In order to compare them, we can evaluate them in the test set. We take the model trained on the training set, we predict the treatment effects and we compare them with the predictions from a model trained on the test set. Note that, differently from machine learning standard testing procedures, there is a substantial difference: in our case, we cannot evaluate our predictions against the ground truth, since the treatment effects are not observed. We can only compare two predictions with each other.
It seems that the Causal Tree model performs better than the Causal Forest model, with a total net effect of 8,386$$ against 4,948$$. From the plot, we can also understand the source of the discrepancy. The Causal Forest algorithm tends to be more restrictive and treats fewer customers, making no false positives but also having a lot of false negatives. On the other hand, the Causal Tree algorithm is much more generous and distributes the discount
to many more new customers.

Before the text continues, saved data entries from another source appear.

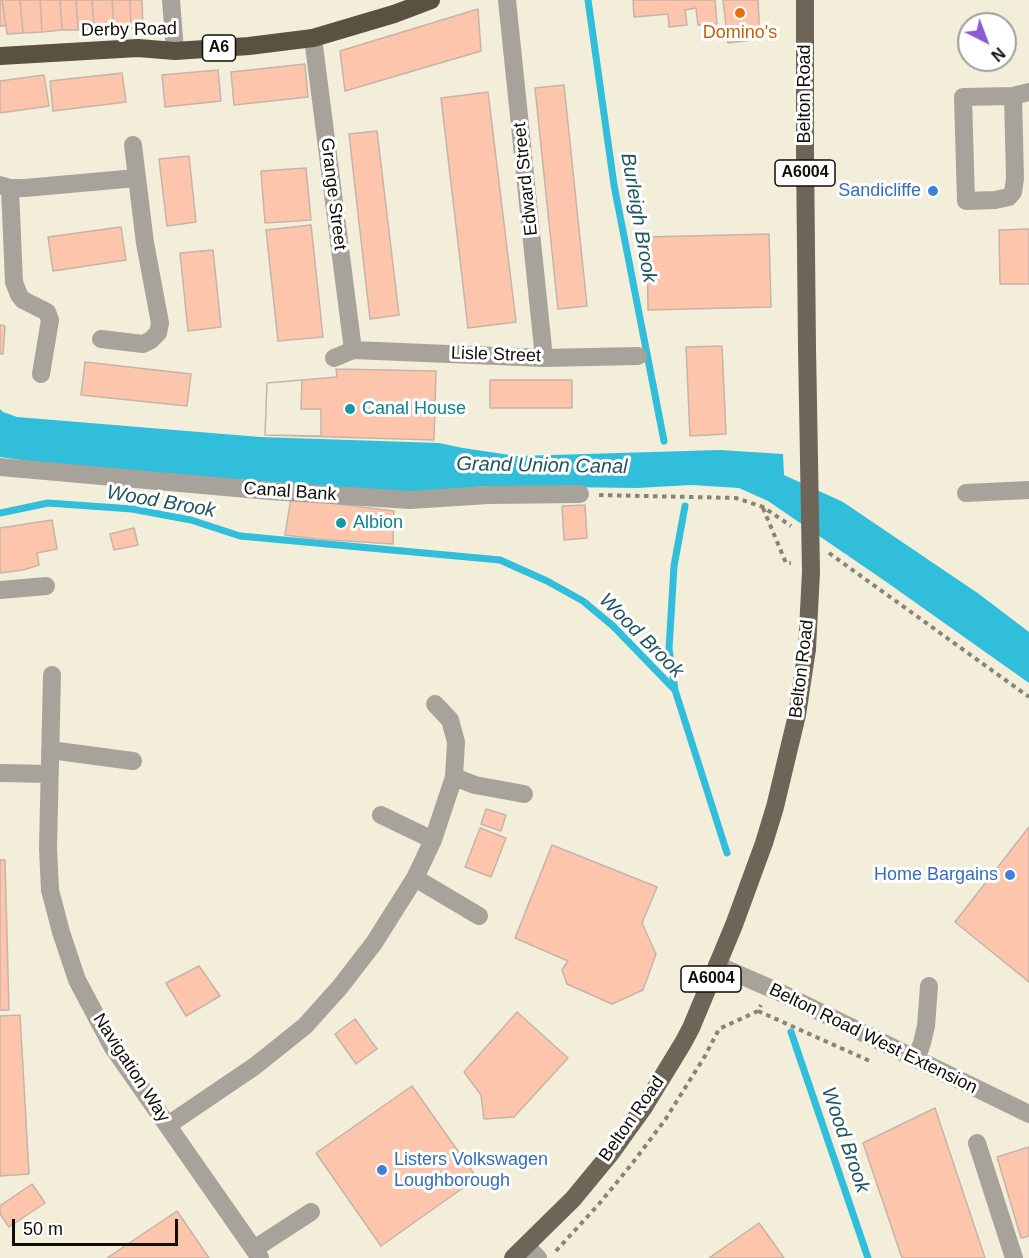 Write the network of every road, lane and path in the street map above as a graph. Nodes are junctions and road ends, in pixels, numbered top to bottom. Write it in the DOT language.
graph roads {
  1 [pos="171,0"];
  2 [pos="431,0"];
  3 [pos="507,0"];
  4 [pos="805,0"];
  5 [pos="313,38"];
  6 [pos="175,51"];
  7 [pos="0,56"];
  8 [pos="1021,94"];
  9 [pos="133,146"];
  10 [pos="136,178"];
  11 [pos="5,187"];
  12 [pos="101,339"];
  13 [pos="353,350"];
  14 [pos="638,356"];
  15 [pos="334,358"];
  16 [pos="544,358"];
  17 [pos="41,374"];
  18 [pos="0,467"];
  19 [pos="1029,490"];
  20 [pos="966,493"];
  21 [pos="580,494"];
  22 [pos="763,507"];
  23 [pos="811,563"];
  24 [pos="46,586"];
  25 [pos="0,590"];
  26 [pos="52,675"];
  27 [pos="435,704"];
  28 [pos="50,750"];
  29 [pos="133,761"];
  30 [pos="0,773"];
  31 [pos="49,774"];
  32 [pos="454,777"];
  33 [pos="524,794"];
  34 [pos="381,816"];
  35 [pos="433,840"];
  36 [pos="415,878"];
  37 [pos="479,916"];
  38 [pos="717,965"];
  39 [pos="929,986"];
  40 [pos="916,1059"];
  41 [pos="1029,1114"];
  42 [pos="168,1125"];
  43 [pos="977,1143"];
  44 [pos="311,1212"];
  45 [pos="532,1252"];
  46 [pos="257,1254"];
  47 [pos="513,1258"];
  48 [pos="1014,1258"];
  1 -- 6 [label="street"];
  2 -- 5 [label="highway, Derby Road / A6"];
  3 -- 16 [label="street, Edward Street"];
  4 -- 23 [label="main road, Belton Road / A6004, bridge"];
  5 -- 6 [label="highway, Derby Road / A6"];
  5 -- 13 [label="street, Grange Street"];
  6 -- 7 [label="highway, Derby Road / A6"];
  8 -- 8 [label="street"];
  9 -- 10 [label="street"];
  10 -- 11 [label="street"];
  10 -- 12 [label="street"];
  11 -- 17 [label="street"];
  13 -- 15 [label="street"];
  13 -- 16 [label="street, Lisle Street"];
  14 -- 16 [label="street, Lisle Street"];
  18 -- 21 [label="street, Canal Bank"];
  19 -- 20 [label="street"];
  22 -- 23 [label="path"];
  23 -- 38 [label="main road, Belton Road / A6004, bridge"];
  24 -- 25 [label="street"];
  26 -- 28 [label="street, Navigation Way"];
  27 -- 32 [label="street"];
  28 -- 29 [label="street"];
  28 -- 31 [label="street, Navigation Way"];
  30 -- 31 [label="street"];
  31 -- 42 [label="street, Navigation Way"];
  32 -- 33 [label="street"];
  32 -- 35 [label="street"];
  34 -- 35 [label="street"];
  35 -- 36 [label="street"];
  36 -- 37 [label="street"];
  36 -- 42 [label="street"];
  38 -- 40 [label="street, Belton Road West Extension"];
  38 -- 45 [label="main road, Belton Road / A6004"];
  39 -- 40 [label="street"];
  40 -- 41 [label="street, Belton Road West Extension"];
  42 -- 46 [label="street, Navigation Way"];
  43 -- 48 [label="street"];
  44 -- 46 [label="street"];
  45 -- 47 [label="main road, Belton Road / A6004"];
}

This translates into both more true positives but also false positives. The net effect seems to favor the causal tree algorithm.
Normally, we would stop here since there is not much more we can do. However, in our case, we have access to the true data-generating process. Therefore we can check the ground-truth accuracy of the two algorithms.
First, let’s compare them in terms of the prediction error of the treatment effects. For each algorithm, we compute the mean squared error of the treatment effects.
The Random Forest model better predicts the average treatment effect, with a mean squared error of 0.5555$ instead of 0.9035$.
Does this map into better targeting? We can now replicate the same barplot we did above, to understand how well the two algorithms perform in terms of policy targeting.
The plot is very similar, but the result differs substantially. In fact, the Causal Forest algorithm now outperforms the Causal Tree algorithm with a total effect of 10,395$ compared to 8,828$. Why this sudden difference?
To better understand the source of the discrepancy let’s plot the TOC based on the ground truth.
As we can see, the TOC is very skewed and there exist a few customers with very high average treatment effects. The Random Forest algorithm is better able to identify them and therefore is overall more effective, despite targeting fewer customers.